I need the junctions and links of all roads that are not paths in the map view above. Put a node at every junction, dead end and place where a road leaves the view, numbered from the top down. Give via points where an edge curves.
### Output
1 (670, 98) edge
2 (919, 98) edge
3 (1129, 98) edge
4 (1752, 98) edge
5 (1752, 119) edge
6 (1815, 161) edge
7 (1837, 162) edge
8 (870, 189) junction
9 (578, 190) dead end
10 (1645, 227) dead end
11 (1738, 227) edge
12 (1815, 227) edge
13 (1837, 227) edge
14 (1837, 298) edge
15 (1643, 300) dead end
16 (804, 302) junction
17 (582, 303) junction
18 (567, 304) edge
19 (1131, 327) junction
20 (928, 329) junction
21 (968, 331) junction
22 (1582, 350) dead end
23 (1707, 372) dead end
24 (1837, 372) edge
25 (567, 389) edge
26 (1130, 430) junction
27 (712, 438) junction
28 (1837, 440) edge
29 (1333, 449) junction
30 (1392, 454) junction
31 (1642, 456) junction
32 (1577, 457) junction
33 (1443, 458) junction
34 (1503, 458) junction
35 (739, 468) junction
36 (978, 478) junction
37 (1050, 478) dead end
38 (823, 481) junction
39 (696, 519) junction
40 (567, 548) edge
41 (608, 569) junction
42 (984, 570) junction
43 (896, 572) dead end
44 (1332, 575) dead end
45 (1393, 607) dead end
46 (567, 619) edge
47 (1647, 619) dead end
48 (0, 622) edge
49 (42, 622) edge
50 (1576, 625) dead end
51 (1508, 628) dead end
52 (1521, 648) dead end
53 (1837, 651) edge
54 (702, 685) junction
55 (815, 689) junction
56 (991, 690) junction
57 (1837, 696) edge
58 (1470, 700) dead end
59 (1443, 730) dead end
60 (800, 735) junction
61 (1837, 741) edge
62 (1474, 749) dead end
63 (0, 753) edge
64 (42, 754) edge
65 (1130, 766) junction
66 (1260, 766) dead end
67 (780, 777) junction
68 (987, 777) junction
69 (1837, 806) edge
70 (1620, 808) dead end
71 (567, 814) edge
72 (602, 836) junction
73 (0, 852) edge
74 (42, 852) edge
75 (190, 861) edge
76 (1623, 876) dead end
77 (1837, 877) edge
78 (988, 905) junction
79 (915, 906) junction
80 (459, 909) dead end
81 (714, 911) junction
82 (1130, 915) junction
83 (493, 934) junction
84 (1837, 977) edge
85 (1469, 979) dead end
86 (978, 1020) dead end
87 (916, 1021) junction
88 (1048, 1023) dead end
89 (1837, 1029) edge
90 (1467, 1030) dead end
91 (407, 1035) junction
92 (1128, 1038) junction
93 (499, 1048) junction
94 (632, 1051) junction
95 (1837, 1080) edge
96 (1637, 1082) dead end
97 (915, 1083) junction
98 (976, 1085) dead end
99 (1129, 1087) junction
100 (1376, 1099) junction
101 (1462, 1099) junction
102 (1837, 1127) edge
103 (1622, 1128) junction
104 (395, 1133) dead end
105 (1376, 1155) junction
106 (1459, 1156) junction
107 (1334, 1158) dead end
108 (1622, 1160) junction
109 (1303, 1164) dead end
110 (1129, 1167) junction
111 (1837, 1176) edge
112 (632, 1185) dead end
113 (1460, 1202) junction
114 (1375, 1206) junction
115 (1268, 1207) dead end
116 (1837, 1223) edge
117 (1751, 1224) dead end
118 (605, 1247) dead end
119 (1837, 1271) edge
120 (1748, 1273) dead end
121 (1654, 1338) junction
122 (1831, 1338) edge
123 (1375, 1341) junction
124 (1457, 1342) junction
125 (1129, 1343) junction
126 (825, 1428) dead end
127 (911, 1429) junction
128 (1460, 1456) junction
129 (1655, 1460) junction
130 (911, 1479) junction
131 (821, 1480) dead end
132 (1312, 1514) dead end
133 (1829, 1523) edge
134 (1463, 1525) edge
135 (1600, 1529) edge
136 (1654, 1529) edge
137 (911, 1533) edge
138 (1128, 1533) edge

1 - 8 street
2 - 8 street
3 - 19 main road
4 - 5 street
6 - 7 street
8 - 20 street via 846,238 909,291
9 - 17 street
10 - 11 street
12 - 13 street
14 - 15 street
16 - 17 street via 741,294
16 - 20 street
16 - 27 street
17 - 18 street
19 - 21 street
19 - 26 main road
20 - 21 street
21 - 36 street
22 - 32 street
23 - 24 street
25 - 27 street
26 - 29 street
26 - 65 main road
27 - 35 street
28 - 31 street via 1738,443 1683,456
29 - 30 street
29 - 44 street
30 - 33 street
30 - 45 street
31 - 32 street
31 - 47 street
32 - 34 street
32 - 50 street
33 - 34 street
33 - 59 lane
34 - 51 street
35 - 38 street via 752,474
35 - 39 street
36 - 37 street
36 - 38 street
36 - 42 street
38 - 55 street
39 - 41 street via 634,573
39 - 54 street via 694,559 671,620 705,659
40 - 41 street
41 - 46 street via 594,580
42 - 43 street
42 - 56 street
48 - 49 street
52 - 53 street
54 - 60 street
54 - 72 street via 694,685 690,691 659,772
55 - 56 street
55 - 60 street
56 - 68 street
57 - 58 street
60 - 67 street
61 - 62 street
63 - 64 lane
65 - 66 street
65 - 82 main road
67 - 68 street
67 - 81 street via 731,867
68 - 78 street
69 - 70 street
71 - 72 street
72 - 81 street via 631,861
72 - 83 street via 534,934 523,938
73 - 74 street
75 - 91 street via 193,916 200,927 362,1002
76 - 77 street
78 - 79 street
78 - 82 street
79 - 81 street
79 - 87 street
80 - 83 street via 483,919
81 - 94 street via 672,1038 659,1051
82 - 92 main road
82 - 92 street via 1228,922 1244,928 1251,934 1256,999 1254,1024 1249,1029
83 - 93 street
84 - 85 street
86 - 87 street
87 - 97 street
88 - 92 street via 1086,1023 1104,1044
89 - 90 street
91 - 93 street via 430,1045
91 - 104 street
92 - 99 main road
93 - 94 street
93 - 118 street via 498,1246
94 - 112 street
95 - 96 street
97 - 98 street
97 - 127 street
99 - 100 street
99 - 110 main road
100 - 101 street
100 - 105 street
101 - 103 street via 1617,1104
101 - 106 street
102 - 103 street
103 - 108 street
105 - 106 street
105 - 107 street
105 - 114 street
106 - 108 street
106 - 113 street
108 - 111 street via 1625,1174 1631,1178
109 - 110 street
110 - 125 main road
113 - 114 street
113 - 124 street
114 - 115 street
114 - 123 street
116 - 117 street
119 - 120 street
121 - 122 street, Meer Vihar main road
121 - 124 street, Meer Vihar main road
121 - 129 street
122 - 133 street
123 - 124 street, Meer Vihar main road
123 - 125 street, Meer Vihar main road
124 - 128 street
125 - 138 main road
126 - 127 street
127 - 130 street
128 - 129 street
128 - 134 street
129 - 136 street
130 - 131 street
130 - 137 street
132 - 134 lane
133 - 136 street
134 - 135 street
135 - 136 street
##############################
- Exercise goal:
Each entry must be set down exactly as it appears.

- Exercise solution:
I need the junctions and links of all roads that are not paths in the map view above. Put a node at every junction, dead end and place where a road leaves the view, numbered from the top down. Give via points where an edge curves.
### Output
1 (670, 98) edge
2 (919, 98) edge
3 (1129, 98) edge
4 (1752, 98) edge
5 (1752, 119) edge
6 (1815, 161) edge
7 (1837, 162) edge
8 (870, 189) junction
9 (578, 190) dead end
10 (1645, 227) dead end
11 (1738, 227) edge
12 (1815, 227) edge
13 (1837, 227) edge
14 (1837, 298) edge
15 (1643, 300) dead end
16 (804, 302) junction
17 (582, 303) junction
18 (567, 304) edge
19 (1131, 327) junction
20 (928, 329) junction
21 (968, 331) junction
22 (1582, 350) dead end
23 (1707, 372) dead end
24 (1837, 372) edge
25 (567, 389) edge
26 (1130, 430) junction
27 (712, 438) junction
28 (1837, 440) edge
29 (1333, 449) junction
30 (1392, 454) junction
31 (1642, 456) junction
32 (1577, 457) junction
33 (1443, 458) junction
34 (1503, 458) junction
35 (739, 468) junction
36 (978, 478) junction
37 (1050, 478) dead end
38 (823, 481) junction
39 (696, 519) junction
40 (567, 548) edge
41 (608, 569) junction
42 (984, 570) junction
43 (896, 572) dead end
44 (1332, 575) dead end
45 (1393, 607) dead end
46 (567, 619) edge
47 (1647, 619) dead end
48 (0, 622) edge
49 (42, 622) edge
50 (1576, 625) dead end
51 (1508, 628) dead end
52 (1521, 648) dead end
53 (1837, 651) edge
54 (702, 685) junction
55 (815, 689) junction
56 (991, 690) junction
57 (1837, 696) edge
58 (1470, 700) dead end
59 (1443, 730) dead end
60 (800, 735) junction
61 (1837, 741) edge
62 (1474, 749) dead end
63 (0, 753) edge
64 (42, 754) edge
65 (1130, 766) junction
66 (1260, 766) dead end
67 (780, 777) junction
68 (987, 777) junction
69 (1837, 806) edge
70 (1620, 808) dead end
71 (567, 814) edge
72 (602, 836) junction
73 (0, 852) edge
74 (42, 852) edge
75 (190, 861) edge
76 (1623, 876) dead end
77 (1837, 877) edge
78 (988, 905) junction
79 (915, 906) junction
80 (459, 909) dead end
81 (714, 911) junction
82 (1130, 915) junction
83 (493, 934) junction
84 (1837, 977) edge
85 (1469, 979) dead end
86 (978, 1020) dead end
87 (916, 1021) junction
88 (1048, 1023) dead end
89 (1837, 1029) edge
90 (1467, 1030) dead end
91 (407, 1035) junction
92 (1128, 1038) junction
93 (499, 1048) junction
94 (632, 1051) junction
95 (1837, 1080) edge
96 (1637, 1082) dead end
97 (915, 1083) junction
98 (976, 1085) dead end
99 (1129, 1087) junction
100 (1376, 1099) junction
101 (1462, 1099) junction
102 (1837, 1127) edge
103 (1622, 1128) junction
104 (395, 1133) dead end
105 (1376, 1155) junction
106 (1459, 1156) junction
107 (1334, 1158) dead end
108 (1622, 1160) junction
109 (1303, 1164) dead end
110 (1129, 1167) junction
111 (1837, 1176) edge
112 (632, 1185) dead end
113 (1460, 1202) junction
114 (1375, 1206) junction
115 (1268, 1207) dead end
116 (1837, 1223) edge
117 (1751, 1224) dead end
118 (605, 1247) dead end
119 (1837, 1271) edge
120 (1748, 1273) dead end
121 (1654, 1338) junction
122 (1831, 1338) edge
123 (1375, 1341) junction
124 (1457, 1342) junction
125 (1129, 1343) junction
126 (825, 1428) dead end
127 (911, 1429) junction
128 (1460, 1456) junction
129 (1655, 1460) junction
130 (911, 1479) junction
131 (821, 1480) dead end
132 (1312, 1514) dead end
133 (1829, 1523) edge
134 (1463, 1525) edge
135 (1600, 1529) edge
136 (1654, 1529) edge
137 (911, 1533) edge
138 (1128, 1533) edge

1 - 8 street
2 - 8 street
3 - 19 main road
4 - 5 street
6 - 7 street
8 - 20 street via 846,238 909,291
9 - 17 street
10 - 11 street
12 - 13 street
14 - 15 street
16 - 17 street via 741,294
16 - 20 street
16 - 27 street
17 - 18 street
19 - 21 street
19 - 26 main road
20 - 21 street
21 - 36 street
22 - 32 street
23 - 24 street
25 - 27 street
26 - 29 street
26 - 65 main road
27 - 35 street
28 - 31 street via 1738,443 1683,456
29 - 30 street
29 - 44 street
30 - 33 street
30 - 45 street
31 - 32 street
31 - 47 street
32 - 34 street
32 - 50 street
33 - 34 street
33 - 59 lane
34 - 51 street
35 - 38 street via 752,474
35 - 39 street
36 - 37 street
36 - 38 street
36 - 42 street
38 - 55 street
39 - 41 street via 634,573
39 - 54 street via 694,559 671,620 705,659
40 - 41 street
41 - 46 street via 594,580
42 - 43 street
42 - 56 street
48 - 49 street
52 - 53 street
54 - 60 street
54 - 72 street via 694,685 690,691 659,772
55 - 56 street
55 - 60 street
56 - 68 street
57 - 58 street
60 - 67 street
61 - 62 street
63 - 64 lane
65 - 66 street
65 - 82 main road
67 - 68 street
67 - 81 street via 731,867
68 - 78 street
69 - 70 street
71 - 72 street
72 - 81 street via 631,861
72 - 83 street via 534,934 523,938
73 - 74 street
75 - 91 street via 193,916 200,927 362,1002
76 - 77 street
78 - 79 street
78 - 82 street
79 - 81 street
79 - 87 street
80 - 83 street via 483,919
81 - 94 street via 672,1038 659,1051
82 - 92 main road
82 - 92 street via 1228,922 1244,928 1251,934 1256,999 1254,1024 1249,1029
83 - 93 street
84 - 85 street
86 - 87 street
87 - 97 street
88 - 92 street via 1086,1023 1104,1044
89 - 90 street
91 - 93 street via 430,1045
91 - 104 street
92 - 99 main road
93 - 94 street
93 - 118 street via 498,1246
94 - 112 street
95 - 96 street
97 - 98 street
97 - 127 street
99 - 100 street
99 - 110 main road
100 - 101 street
100 - 105 street
101 - 103 street via 1617,1104
101 - 106 street
102 - 103 street
103 - 108 street
105 - 106 street
105 - 107 street
105 - 114 street
106 - 108 street
106 - 113 street
108 - 111 street via 1625,1174 1631,1178
109 - 110 street
110 - 125 main road
113 - 114 street
113 - 124 street
114 - 115 street
114 - 123 street
116 - 117 street
119 - 120 street
121 - 122 street, Meer Vihar main road
121 - 124 street, Meer Vihar main road
121 - 129 street
122 - 133 street
123 - 124 street, Meer Vihar main road
123 - 125 street, Meer Vihar main road
124 - 128 street
125 - 138 main road
126 - 127 street
127 - 130 street
128 - 129 street
128 - 134 street
129 - 136 street
130 - 131 street
130 - 137 street
132 - 134 lane
133 - 136 street
134 - 135 street
135 - 136 street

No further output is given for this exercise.